Extracted information section start

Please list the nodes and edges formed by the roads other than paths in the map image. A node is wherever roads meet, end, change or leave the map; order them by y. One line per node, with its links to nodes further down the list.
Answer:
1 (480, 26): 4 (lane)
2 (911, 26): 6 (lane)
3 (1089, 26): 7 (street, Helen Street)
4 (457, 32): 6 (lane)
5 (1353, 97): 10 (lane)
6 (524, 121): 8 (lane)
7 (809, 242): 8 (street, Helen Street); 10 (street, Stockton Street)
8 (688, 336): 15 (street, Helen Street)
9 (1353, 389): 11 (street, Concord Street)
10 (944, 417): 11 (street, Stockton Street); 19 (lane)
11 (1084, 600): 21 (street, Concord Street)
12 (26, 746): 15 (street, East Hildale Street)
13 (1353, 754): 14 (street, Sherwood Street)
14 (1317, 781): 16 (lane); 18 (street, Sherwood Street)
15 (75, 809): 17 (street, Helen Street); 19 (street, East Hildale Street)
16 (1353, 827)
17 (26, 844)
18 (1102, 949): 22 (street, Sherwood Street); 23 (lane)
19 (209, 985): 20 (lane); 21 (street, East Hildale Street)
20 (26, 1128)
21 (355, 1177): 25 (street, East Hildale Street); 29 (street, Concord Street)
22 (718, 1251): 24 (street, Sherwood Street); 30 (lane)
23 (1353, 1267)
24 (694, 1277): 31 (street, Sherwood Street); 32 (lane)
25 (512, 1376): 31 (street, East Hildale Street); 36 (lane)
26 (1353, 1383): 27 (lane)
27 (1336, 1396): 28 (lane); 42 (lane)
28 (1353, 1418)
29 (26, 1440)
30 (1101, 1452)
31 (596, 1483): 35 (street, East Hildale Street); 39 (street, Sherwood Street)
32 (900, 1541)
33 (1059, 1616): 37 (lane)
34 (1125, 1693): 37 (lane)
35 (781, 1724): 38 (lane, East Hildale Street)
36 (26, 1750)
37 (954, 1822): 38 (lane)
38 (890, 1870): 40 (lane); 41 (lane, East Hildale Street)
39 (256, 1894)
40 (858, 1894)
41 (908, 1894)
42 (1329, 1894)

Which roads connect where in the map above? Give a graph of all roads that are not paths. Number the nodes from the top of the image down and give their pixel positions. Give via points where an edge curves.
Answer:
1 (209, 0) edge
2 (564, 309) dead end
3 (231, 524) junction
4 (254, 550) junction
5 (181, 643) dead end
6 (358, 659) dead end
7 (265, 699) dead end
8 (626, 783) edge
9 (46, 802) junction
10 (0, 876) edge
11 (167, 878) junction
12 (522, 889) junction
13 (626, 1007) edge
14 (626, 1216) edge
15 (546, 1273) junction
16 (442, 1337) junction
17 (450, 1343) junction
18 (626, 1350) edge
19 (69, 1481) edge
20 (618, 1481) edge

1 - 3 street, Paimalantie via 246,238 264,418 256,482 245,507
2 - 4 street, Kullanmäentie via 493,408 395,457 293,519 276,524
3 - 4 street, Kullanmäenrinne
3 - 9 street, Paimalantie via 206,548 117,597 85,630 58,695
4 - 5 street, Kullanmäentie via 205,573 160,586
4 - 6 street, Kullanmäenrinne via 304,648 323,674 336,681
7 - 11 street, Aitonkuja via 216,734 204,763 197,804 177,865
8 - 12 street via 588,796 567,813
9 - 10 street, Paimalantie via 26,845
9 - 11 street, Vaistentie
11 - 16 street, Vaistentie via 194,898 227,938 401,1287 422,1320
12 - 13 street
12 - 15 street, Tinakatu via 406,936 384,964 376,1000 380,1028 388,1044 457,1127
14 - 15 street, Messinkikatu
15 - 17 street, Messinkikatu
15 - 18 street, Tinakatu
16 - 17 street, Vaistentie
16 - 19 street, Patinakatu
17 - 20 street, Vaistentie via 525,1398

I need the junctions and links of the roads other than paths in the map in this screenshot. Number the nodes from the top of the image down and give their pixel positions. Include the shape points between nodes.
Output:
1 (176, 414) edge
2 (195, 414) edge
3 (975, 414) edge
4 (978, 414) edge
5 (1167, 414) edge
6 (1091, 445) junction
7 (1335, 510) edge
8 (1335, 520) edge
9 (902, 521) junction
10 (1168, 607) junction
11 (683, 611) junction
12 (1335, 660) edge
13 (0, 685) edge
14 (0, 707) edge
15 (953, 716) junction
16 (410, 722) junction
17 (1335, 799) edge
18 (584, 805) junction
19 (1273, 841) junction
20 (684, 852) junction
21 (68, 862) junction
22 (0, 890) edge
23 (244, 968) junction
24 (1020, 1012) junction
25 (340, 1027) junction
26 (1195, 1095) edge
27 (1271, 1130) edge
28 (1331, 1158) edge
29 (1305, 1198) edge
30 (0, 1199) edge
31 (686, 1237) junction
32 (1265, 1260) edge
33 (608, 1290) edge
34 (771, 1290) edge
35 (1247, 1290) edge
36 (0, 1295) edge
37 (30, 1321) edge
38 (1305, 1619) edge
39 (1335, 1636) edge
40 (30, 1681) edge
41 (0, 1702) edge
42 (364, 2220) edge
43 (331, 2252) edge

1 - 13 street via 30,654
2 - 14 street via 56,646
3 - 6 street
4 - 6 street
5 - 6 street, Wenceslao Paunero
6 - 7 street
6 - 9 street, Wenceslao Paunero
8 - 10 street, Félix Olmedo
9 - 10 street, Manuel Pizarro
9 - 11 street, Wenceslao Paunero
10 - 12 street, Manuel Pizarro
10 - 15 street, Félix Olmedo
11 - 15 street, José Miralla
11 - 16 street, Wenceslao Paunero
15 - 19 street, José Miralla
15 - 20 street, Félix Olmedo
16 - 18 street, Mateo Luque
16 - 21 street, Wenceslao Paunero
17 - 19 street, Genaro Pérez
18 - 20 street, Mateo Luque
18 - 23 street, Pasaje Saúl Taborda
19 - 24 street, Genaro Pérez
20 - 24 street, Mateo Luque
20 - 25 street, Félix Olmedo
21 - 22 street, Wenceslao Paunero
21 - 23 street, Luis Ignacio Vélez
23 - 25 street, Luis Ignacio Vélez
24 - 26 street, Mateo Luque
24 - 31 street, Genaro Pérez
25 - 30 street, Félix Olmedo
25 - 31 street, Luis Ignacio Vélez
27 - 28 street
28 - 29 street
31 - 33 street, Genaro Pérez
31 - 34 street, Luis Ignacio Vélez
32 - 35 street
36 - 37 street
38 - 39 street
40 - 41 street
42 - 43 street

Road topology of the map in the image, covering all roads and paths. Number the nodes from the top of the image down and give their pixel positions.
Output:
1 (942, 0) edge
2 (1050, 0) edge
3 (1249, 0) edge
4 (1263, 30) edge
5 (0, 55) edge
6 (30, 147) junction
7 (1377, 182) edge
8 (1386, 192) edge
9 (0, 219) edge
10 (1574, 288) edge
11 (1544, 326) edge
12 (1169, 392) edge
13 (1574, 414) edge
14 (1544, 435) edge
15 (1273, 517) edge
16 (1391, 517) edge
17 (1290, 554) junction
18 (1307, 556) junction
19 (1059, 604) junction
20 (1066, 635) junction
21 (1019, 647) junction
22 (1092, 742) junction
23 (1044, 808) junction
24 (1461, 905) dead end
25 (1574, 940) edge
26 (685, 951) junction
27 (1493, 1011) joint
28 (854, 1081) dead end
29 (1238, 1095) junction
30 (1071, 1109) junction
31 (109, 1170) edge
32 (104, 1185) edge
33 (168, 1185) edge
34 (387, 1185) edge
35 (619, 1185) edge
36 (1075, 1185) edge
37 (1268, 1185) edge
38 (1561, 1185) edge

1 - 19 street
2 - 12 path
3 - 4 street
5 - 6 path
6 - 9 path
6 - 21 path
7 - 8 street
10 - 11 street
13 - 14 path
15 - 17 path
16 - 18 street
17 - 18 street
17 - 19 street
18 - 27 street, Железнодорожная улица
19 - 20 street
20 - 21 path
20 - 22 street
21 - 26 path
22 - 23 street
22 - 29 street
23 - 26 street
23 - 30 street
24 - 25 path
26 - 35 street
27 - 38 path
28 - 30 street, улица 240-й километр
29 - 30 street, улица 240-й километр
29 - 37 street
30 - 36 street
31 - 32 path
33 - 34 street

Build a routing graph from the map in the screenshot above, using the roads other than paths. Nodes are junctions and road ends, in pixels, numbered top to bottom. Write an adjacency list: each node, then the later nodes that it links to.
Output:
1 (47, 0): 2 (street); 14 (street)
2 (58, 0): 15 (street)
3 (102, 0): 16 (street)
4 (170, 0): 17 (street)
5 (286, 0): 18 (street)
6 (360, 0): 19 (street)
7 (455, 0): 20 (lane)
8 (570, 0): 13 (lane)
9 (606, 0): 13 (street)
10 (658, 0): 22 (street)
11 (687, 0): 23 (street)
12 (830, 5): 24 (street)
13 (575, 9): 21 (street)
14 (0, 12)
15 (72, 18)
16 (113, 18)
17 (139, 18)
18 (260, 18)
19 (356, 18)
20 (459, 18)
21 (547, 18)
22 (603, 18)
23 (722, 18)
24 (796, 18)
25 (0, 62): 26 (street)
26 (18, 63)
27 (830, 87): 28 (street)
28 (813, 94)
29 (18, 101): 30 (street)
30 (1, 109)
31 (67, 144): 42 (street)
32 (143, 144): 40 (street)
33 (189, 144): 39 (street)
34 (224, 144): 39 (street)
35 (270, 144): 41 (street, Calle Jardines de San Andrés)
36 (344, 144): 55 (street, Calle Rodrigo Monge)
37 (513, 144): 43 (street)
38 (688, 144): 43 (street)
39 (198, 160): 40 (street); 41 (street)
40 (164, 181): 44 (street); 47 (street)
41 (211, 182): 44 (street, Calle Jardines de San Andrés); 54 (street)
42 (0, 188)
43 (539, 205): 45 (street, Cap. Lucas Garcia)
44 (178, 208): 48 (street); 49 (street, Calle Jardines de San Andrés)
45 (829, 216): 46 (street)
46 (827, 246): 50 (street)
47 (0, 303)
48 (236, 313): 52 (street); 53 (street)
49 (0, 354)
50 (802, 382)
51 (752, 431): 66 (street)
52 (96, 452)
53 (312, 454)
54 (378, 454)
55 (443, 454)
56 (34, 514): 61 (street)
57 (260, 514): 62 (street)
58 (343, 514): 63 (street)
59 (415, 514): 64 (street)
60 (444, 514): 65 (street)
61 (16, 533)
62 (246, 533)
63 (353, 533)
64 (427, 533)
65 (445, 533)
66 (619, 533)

Extracted information section end

*Task goal*
Every line above with the word "dead" belongs in the answer, copied as written.

*Output of the exercise*
2 (564, 309) dead end
5 (181, 643) dead end
6 (358, 659) dead end
7 (265, 699) dead end
24 (1461, 905) dead end
28 (854, 1081) dead end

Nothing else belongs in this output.